Segment Start: Supplied records

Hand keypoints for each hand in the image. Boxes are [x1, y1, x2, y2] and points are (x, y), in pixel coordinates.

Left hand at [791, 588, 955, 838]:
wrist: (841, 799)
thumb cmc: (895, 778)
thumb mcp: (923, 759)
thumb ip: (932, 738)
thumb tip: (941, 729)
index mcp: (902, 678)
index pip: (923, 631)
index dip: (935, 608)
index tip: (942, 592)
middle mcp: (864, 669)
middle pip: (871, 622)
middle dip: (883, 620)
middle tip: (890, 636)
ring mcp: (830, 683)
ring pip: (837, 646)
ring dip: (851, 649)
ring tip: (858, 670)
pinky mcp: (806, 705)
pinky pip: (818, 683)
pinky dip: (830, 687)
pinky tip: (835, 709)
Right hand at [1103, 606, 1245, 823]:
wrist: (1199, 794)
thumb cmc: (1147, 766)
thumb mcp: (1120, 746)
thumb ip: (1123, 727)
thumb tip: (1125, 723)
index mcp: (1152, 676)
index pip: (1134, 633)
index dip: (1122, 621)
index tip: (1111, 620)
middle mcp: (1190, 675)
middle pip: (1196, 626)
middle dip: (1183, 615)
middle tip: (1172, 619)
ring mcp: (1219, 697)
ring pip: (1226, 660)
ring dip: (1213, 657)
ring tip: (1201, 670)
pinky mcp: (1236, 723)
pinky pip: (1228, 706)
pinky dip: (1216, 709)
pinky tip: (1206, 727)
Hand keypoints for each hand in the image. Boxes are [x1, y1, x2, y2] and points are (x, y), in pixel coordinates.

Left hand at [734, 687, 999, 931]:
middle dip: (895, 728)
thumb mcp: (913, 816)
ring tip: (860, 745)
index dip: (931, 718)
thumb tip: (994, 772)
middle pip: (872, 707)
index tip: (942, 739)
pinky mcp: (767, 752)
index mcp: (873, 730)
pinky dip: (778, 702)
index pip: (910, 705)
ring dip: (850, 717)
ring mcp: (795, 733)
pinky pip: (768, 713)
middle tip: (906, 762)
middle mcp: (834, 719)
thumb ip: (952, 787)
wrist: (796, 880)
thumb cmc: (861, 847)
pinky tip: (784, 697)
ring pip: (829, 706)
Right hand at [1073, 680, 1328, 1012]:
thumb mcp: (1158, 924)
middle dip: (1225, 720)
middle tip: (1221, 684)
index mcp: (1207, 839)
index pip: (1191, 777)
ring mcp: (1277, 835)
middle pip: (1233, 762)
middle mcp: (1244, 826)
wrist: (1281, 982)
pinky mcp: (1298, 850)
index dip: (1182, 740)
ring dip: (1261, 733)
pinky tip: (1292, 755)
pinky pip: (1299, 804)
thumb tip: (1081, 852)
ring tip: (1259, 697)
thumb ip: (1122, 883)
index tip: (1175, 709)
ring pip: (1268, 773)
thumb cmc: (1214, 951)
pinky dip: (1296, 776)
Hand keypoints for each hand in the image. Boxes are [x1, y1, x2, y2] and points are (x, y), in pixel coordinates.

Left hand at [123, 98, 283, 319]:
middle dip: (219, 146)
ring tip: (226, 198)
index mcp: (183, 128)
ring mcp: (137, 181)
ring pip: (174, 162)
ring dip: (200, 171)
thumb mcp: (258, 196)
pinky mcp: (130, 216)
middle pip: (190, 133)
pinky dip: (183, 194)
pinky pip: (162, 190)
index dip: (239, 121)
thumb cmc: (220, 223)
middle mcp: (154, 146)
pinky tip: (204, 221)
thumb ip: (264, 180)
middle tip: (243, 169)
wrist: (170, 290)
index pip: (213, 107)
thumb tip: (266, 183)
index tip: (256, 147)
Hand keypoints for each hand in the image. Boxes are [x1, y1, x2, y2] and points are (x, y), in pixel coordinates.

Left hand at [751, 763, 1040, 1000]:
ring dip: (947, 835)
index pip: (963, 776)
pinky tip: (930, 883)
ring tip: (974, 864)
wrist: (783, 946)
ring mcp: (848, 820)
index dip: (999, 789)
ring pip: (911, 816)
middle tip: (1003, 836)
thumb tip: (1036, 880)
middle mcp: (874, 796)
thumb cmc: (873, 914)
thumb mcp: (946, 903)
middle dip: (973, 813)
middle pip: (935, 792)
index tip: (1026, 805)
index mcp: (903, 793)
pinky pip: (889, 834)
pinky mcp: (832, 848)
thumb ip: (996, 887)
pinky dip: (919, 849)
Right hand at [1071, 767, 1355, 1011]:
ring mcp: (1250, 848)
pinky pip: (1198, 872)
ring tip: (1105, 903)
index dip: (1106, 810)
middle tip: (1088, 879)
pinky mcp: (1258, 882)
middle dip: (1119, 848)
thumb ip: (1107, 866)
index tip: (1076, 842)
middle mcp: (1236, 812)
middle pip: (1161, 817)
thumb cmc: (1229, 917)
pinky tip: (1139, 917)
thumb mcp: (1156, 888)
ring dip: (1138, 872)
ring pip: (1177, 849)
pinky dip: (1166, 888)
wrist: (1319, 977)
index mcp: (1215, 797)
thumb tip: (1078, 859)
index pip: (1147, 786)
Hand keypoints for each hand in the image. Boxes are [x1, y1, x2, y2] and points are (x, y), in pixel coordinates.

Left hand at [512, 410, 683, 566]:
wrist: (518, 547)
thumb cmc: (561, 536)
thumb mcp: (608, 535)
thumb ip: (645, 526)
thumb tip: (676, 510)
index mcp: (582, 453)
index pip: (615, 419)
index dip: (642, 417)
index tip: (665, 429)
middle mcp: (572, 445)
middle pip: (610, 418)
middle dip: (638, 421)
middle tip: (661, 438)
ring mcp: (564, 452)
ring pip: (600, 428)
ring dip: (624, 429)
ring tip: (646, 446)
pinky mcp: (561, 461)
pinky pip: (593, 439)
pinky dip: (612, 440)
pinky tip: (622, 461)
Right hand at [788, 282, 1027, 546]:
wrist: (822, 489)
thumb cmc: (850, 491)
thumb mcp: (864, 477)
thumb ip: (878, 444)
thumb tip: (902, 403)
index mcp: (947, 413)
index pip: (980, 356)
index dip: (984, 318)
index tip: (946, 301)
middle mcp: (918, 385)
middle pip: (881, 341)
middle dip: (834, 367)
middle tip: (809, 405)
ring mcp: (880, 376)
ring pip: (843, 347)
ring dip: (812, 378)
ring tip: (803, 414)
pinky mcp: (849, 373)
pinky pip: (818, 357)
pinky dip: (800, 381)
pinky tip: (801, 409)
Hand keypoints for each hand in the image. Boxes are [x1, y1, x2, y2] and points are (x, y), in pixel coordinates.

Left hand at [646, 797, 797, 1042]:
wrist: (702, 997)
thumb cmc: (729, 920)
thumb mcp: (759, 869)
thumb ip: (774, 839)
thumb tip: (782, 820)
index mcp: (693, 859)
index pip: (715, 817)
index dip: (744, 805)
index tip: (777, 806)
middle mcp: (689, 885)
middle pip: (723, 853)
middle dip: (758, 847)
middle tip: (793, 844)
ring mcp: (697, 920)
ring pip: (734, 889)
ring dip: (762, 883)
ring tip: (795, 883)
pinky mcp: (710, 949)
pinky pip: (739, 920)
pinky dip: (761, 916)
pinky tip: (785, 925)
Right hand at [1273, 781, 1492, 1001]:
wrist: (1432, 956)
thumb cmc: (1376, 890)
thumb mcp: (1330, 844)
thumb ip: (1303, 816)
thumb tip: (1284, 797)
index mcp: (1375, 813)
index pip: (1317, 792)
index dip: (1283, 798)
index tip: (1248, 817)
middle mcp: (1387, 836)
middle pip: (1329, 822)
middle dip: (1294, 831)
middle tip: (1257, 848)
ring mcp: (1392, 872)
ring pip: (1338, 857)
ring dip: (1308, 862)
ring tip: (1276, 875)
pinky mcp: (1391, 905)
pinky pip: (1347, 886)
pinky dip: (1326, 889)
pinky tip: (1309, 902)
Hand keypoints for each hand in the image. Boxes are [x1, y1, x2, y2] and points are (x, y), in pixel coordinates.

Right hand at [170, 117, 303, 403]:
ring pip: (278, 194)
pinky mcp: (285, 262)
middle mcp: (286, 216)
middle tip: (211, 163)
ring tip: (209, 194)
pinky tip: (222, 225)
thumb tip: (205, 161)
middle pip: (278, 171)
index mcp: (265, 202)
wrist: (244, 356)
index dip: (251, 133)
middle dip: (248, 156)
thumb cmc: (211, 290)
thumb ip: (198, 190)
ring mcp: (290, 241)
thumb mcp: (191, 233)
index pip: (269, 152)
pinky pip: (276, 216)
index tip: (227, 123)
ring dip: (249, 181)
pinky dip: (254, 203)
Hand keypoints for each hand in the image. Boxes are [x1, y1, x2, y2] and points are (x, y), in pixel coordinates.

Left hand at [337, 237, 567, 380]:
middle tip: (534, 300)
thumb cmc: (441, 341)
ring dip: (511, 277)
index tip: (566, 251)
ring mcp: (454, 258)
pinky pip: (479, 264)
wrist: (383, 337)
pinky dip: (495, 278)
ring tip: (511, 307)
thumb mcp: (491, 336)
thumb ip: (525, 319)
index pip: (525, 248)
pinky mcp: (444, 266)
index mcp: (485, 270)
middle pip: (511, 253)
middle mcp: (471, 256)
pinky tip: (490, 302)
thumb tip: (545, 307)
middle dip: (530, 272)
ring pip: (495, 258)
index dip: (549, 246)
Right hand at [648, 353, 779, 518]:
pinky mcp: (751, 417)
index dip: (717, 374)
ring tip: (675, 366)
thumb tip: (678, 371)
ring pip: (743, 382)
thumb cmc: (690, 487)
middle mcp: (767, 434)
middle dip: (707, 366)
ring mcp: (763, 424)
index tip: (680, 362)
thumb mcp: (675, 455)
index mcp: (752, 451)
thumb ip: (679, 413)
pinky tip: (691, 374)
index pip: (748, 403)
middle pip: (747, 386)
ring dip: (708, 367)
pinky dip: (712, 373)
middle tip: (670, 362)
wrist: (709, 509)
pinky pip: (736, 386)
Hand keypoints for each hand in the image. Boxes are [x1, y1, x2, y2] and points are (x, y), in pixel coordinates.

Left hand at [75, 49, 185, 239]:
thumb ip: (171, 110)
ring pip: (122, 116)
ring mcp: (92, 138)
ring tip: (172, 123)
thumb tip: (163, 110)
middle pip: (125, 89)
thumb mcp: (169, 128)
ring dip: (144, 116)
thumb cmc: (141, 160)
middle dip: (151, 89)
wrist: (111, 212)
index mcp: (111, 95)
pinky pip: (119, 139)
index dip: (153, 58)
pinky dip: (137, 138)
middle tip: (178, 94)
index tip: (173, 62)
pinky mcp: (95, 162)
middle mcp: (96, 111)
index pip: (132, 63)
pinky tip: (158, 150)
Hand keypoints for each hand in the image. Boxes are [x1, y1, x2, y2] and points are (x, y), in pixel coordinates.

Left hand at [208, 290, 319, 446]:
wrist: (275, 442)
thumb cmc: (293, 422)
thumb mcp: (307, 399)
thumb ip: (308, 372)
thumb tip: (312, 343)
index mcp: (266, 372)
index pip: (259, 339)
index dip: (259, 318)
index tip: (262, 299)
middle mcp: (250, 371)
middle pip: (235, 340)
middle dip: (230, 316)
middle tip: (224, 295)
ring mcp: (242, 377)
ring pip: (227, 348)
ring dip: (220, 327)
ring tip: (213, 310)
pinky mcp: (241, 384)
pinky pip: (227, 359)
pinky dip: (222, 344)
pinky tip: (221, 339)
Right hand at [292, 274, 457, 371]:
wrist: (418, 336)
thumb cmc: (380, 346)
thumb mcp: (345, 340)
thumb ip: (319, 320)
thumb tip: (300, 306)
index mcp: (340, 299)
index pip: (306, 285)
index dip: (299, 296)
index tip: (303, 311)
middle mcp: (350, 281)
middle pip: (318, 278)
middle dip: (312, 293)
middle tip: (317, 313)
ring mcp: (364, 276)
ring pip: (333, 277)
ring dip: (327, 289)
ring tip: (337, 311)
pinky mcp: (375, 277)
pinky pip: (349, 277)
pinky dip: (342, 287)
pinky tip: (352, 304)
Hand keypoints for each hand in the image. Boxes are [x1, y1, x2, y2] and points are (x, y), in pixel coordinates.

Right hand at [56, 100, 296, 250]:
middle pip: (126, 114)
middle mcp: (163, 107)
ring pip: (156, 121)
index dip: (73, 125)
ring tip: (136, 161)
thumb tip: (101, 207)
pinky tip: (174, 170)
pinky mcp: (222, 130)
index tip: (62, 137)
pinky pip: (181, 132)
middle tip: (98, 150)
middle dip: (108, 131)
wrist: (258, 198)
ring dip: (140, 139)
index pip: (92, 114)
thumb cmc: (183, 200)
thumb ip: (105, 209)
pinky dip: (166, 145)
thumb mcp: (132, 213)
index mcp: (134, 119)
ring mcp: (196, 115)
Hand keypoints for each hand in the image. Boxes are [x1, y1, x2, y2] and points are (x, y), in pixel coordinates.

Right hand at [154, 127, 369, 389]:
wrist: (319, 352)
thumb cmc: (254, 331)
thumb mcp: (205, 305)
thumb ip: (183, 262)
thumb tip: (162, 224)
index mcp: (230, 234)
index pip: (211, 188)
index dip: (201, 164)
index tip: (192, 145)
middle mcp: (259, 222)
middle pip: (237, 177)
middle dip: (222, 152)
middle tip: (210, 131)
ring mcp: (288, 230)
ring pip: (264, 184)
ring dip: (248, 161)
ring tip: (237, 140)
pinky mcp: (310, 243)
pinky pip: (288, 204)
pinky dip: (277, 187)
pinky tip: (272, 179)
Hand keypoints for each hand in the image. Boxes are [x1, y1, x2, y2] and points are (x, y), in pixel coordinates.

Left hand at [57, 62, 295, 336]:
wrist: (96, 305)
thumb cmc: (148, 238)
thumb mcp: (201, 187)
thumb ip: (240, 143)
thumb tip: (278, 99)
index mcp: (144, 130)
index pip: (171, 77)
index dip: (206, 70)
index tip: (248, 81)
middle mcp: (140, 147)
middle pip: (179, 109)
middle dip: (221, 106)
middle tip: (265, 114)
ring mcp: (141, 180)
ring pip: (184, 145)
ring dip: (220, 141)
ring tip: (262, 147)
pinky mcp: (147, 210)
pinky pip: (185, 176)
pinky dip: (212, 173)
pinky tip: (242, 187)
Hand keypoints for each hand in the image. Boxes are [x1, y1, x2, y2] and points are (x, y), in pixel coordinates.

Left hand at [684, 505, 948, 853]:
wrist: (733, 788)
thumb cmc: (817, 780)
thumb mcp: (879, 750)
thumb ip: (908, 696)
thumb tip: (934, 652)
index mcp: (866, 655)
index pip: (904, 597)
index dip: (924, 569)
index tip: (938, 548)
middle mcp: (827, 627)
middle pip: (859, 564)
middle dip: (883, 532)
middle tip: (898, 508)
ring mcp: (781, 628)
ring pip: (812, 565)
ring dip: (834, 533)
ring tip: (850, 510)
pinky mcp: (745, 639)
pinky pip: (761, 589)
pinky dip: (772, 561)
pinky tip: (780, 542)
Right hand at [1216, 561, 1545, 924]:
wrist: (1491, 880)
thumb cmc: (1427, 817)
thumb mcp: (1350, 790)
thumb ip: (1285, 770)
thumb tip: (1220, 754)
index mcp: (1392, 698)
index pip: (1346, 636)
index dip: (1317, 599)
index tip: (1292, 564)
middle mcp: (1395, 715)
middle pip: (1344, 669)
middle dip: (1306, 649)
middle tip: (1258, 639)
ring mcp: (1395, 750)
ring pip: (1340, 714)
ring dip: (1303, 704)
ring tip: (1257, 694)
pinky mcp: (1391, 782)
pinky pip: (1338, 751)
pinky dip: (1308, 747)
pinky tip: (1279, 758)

Segment End: Supplied records

**What the exercise asks**. Please give again the lines above between the line holding "middle tip: (1172, 619)" and the line holding "index dip: (1182, 740)", inclusive, exactly as they are and with nothing added.

**The answer**.
middle tip: (1172, 619)
ring mcp: (1219, 697)
ring pip: (1226, 660)
ring dip: (1213, 657)
ring tip: (1201, 670)
pinky mcp: (1236, 723)
pinky pip: (1228, 706)
pinky dip: (1216, 709)
pinky tip: (1206, 727)
Hand keypoints for each hand in the image. Boxes are [x1, y1, x2, y2] and points are (x, y), in pixel coordinates.

Left hand at [734, 687, 999, 931]:
middle dip: (895, 728)
thumb mcp: (913, 816)
ring tip: (860, 745)
index dip: (931, 718)
thumb tip: (994, 772)
middle pip: (872, 707)
index tip: (942, 739)
pinky mcp: (767, 752)
index mcp: (873, 730)
pinky dip: (778, 702)
index pip: (910, 705)
ring dip: (850, 717)
ring mcp: (795, 733)
pinky pip: (768, 713)
middle tip: (906, 762)
middle mcp: (834, 719)
thumb ip: (952, 787)
wrist: (796, 880)
thumb cmc: (861, 847)
pinky tip: (784, 697)
ring pip: (829, 706)
Right hand at [1073, 680, 1328, 1012]:
thumb mcp: (1158, 924)
middle dip: (1225, 720)
middle tip: (1221, 684)
index mcp: (1207, 839)
index pip: (1191, 777)
ring mcp: (1277, 835)
middle pip: (1233, 762)
middle mcp: (1244, 826)
wrist: (1281, 982)
pinky mcp: (1298, 850)
index dip: (1182, 740)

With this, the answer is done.